Setting up another bee decoder on chan while a
bee decoder is still active will fail with an error message.
- -command
- The command prefix cmdprefix specified by
the required option -command is used to
report extracted values and exceptional situations (error, and EOF
on the channel). The callback will be executed at the global level
of the interpreter, with two or three arguments. The exact call
signatures are
- cmdprefix eof
token
- The decoder has reached eof on the channel chan. No further invocations of the callback will be made
after this. The channel has already been closed at the time of the
call, and the token is not valid anymore as
well.
- cmdprefix
error token message
- The decoder encountered an error, which is not eof. For example
a malformed bee-value. The message provides
details about the error. The decoder token is in the same state as
for eof, i.e. invalid. The channel however is kept open.
- cmdprefix
value token value
- The decoder received and successfully decoded a bee-value. The
format of the equivalent tcl value is the same
as returned by ::bee::decode. The channel is
still open and the decoder token is valid. This means that the
callback is able to remove the decoder.
- -exact
- By default the decoder assumes that the remainder of the data
in the channel consists only of bee-values, and reads as much as
possible per event, without regard for boundaries between
bee-values. This means that if the the input contains non-bee data
after a series of bee-value the beginning of that data may be lost
because it was already read by the decoder, but not processed.
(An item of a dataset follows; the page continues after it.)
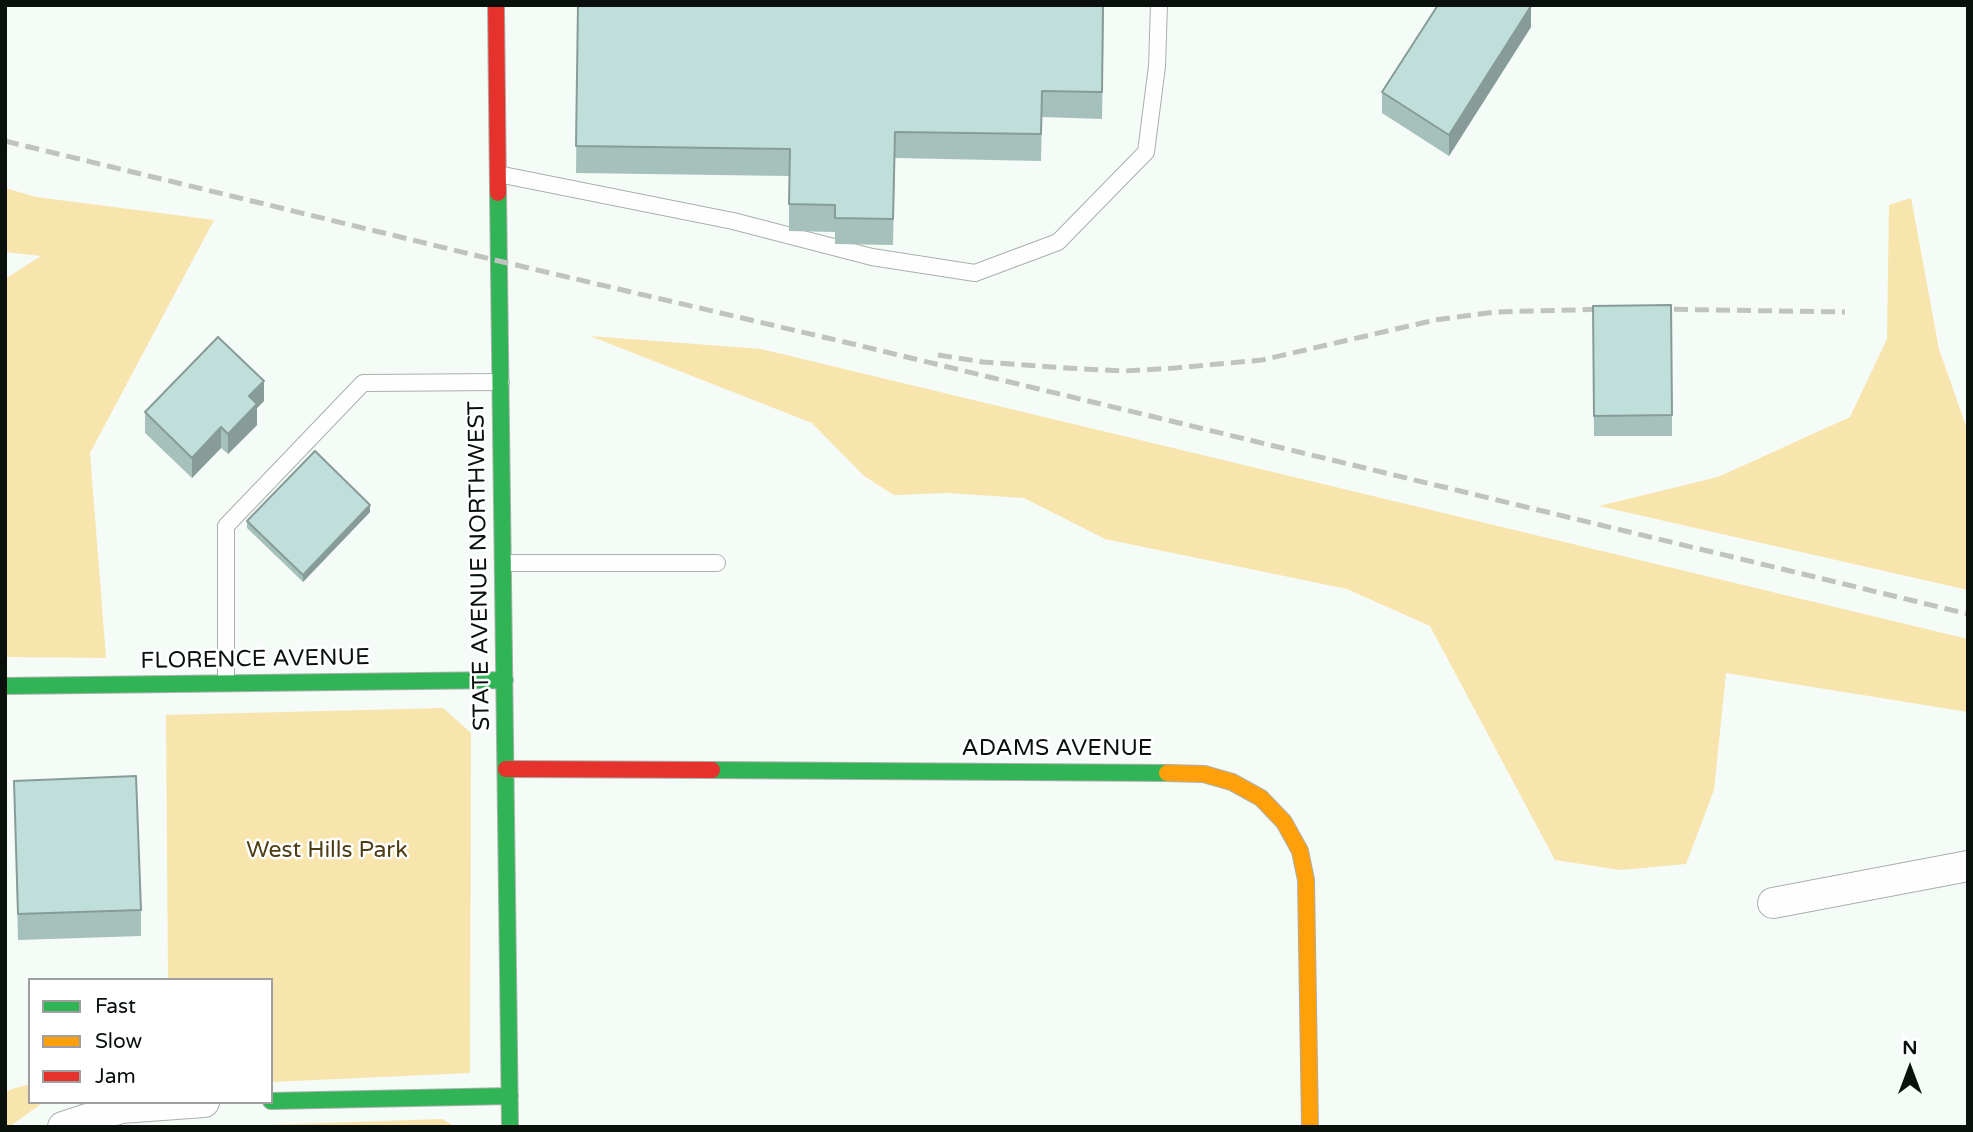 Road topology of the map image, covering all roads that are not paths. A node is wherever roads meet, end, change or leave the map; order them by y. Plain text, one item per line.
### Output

The -exact was made for this situation. When
specified the decoder will take care to not read any characters
behind the currently processed bee-value, so that any non-bee data
is kept in the channel for further processing after removal of the
decoder.
- -prefix
- If this option is specified its value is assumed to be the
beginning of the bee-value and used to initialize the internal
decoder buffer. This feature is required if the creator of the
decoder used data from the channel to determine if it should create
the decoder or not. Without the option this data would be lost to
the decoding.
- ::bee::decodeCancel token
- This command cancels the decoder set up by ::bee::decodeChannel and represented by the handle token.
- ::bee::decodePush token string
- This command appends the string to the
internal decoder buffer. It is the runtime equivalent of the option
-prefix of ::bee::decodeChannel. Use it to push data back into the
decoder when the value callback used data from the
channel to determine if it should decode another bee-value or
not.
Data in the bee serialization format is constructed from two
basic forms, and two container forms. The basic forms are strings
and integer numbers, and the containers are lists and
dictionaries.
- String S
- A string S of length L is
encoded by the string "L:S", where the length is written out in textual
form.
- Integer N
- An integer number N is encoded by the string
"iNe".
- List v1 ... vn
- A list of the values v1 to vn is encoded by the string "lBV1...BVne" where
"BVi" is the bee-encoding of the value
"vi".
- Dict k1 -> v1 ...
- A dictionary mapping the string key ki to the value vi, for i in
1 ... n is encoded by the string
"dBKiBVi...e" for i in
1 ... n, where
"BKi" is the bee-encoding of the key string
"ki". and "BVi" is the
bee-encoding of the value "vi".
Note: The bee-encoding does not retain the order of the
keys in the input, but stores in a sorted order. The sorting is
done for the "raw strings".
Note that the type of each encoded item can be determined
immediately from the first character of its representation:
- i
- Integer.
- l
- List.
- d
- Dictionary.
- [0-9]
- String.
By wrapping an integer number into
i...e the format makes sure that
they are different from strings, which all begin with a digit.